Tracey Slaughter's brilliant novella if there is no shelter was one of two runners-up in the 2020 Novella-in-Flash Award judged by Michael Loveday. You can read Michael's comments on the novella in his judge's report and more about Tracey on our winners' page.
We are asking the same questions of all our winners and commended authors and it is fascinating to read that Tracey's novella was inspired by a list of emergency instructions at work and particularly the one phrase 'if there is no shelter' that ended up being the title of the novella. For those writing novellas, Tracey has the great advice to 'Banish doubt and trust the voices and don’t give up on those beautiful damaged characters'. We are so looking forward to seeing her novella in print. It will be published by Ad Hoc Fiction later this year.

    Interview
  • Can you give us a brief synopsis of your novella in flash?
    if there is no shelter follows a young woman trying to pick up the pieces of home in the aftermath of an earthquake. As we trace the faltering steps she takes to try to restore her life, we discover the wreckage she was already leaving in her wake before the earthquake struck…a lover, a husband, the letter left stranded in a red-zoned building she cannot re-enter.
  • What inspired it?
    A poster pinned over the sink in the tea-room at work, where I found myself blinking, burnt-out between classes, clutching my cup with a thousand-yard stare – a stained & peeling list of emergency instructions that included the heading ‘If there is no shelter.’ That was it: somehow the heroine spoke, & started bringing her fragments to the surface…
  • I am sure readers who are interested in writing in this form would love to know more about your writing process. Did it take some time for you to arrive at the final order for example?

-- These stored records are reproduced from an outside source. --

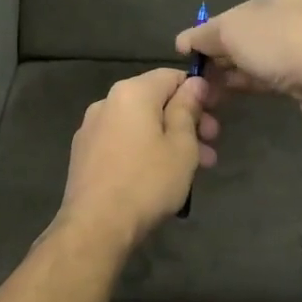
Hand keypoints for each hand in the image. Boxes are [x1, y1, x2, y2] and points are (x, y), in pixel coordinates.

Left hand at [57, 68, 218, 248]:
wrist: (96, 225)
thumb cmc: (147, 181)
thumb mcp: (182, 145)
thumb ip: (188, 109)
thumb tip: (194, 83)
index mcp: (131, 92)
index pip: (171, 76)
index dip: (198, 91)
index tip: (216, 114)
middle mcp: (107, 102)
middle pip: (155, 100)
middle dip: (187, 120)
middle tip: (211, 145)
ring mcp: (91, 128)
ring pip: (140, 124)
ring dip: (170, 138)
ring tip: (196, 167)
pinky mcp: (84, 153)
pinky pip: (123, 141)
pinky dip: (145, 149)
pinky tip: (161, 175)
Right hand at [175, 0, 301, 136]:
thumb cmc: (285, 37)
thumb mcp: (233, 30)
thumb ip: (206, 34)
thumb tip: (185, 40)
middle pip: (258, 10)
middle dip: (227, 28)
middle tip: (199, 41)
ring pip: (263, 44)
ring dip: (233, 58)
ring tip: (203, 73)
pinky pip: (273, 68)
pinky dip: (248, 75)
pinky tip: (224, 88)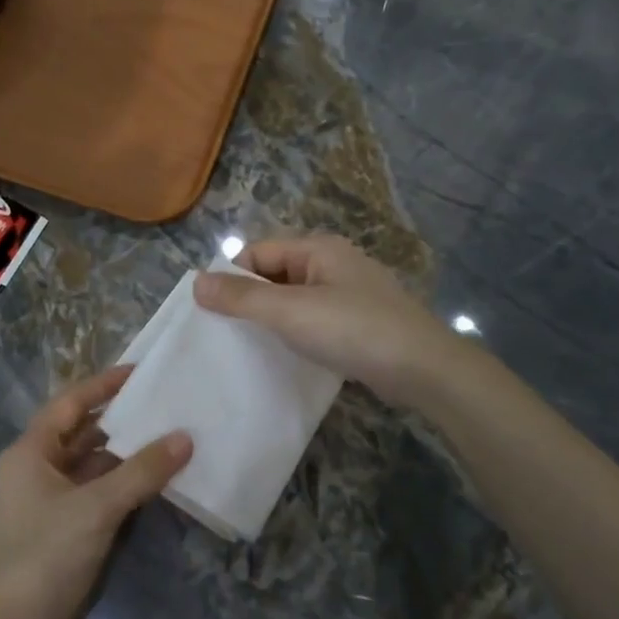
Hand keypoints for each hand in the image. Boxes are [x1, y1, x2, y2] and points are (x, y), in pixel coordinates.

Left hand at [0, 366, 191, 618]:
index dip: (103, 385)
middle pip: (82, 432)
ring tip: (169, 436)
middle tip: (164, 403)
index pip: (69, 403)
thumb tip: (185, 437)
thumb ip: (143, 470)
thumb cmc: (47, 554)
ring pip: (92, 464)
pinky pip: (97, 492)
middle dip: (121, 419)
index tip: (140, 372)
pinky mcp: (63, 527)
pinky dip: (123, 483)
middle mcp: (36, 469)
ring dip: (126, 454)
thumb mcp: (97, 507)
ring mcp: (49, 501)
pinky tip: (155, 478)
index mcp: (30, 452)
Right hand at [194, 234, 462, 408]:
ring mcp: (349, 295)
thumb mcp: (290, 311)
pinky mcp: (359, 324)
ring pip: (295, 301)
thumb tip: (196, 282)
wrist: (422, 368)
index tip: (210, 313)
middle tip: (223, 335)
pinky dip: (297, 335)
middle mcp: (333, 264)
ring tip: (247, 349)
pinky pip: (315, 322)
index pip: (258, 253)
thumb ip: (242, 297)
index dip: (232, 278)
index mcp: (318, 249)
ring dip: (272, 321)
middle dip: (250, 301)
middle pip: (275, 275)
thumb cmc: (353, 329)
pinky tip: (285, 357)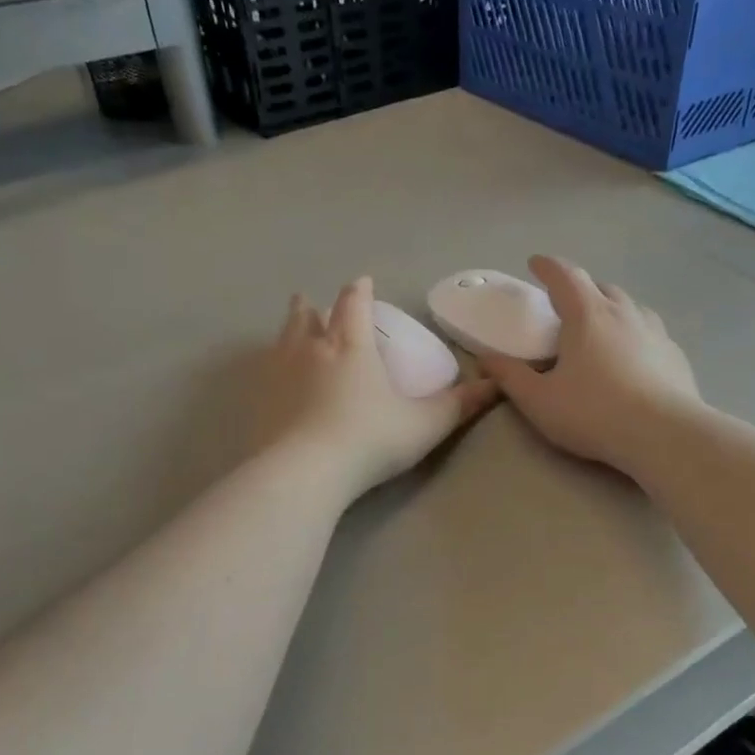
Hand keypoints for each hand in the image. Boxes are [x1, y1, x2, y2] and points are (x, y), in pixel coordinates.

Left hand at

    Although the first pieces of this story arrived in intense, almost instantaneous flashes, conditions of life (which overturned not long after I embarked on writing) left the further construction of the work suspended, sometimes for months at a stretch. The forgiving form of flash (hallelujah!) could cope with the ongoing disruption, & allowed me to focus on each piece I could achieve within my narrow windows. In many ways, it even seemed to echo the chaos surrounding the heroine – I had to scratch for time, pick through scattered pieces, splice a story together from precious remains. In the end, it wasn’t so much order that I knew it needed to witness, as disorder, the truth of fracture – I had to trust that the story should be left to reflect shattering.
  • All this may have changed in the present circumstances, but do you have a special place/time to write where you live? Music on or off? Pets as distractions or muses?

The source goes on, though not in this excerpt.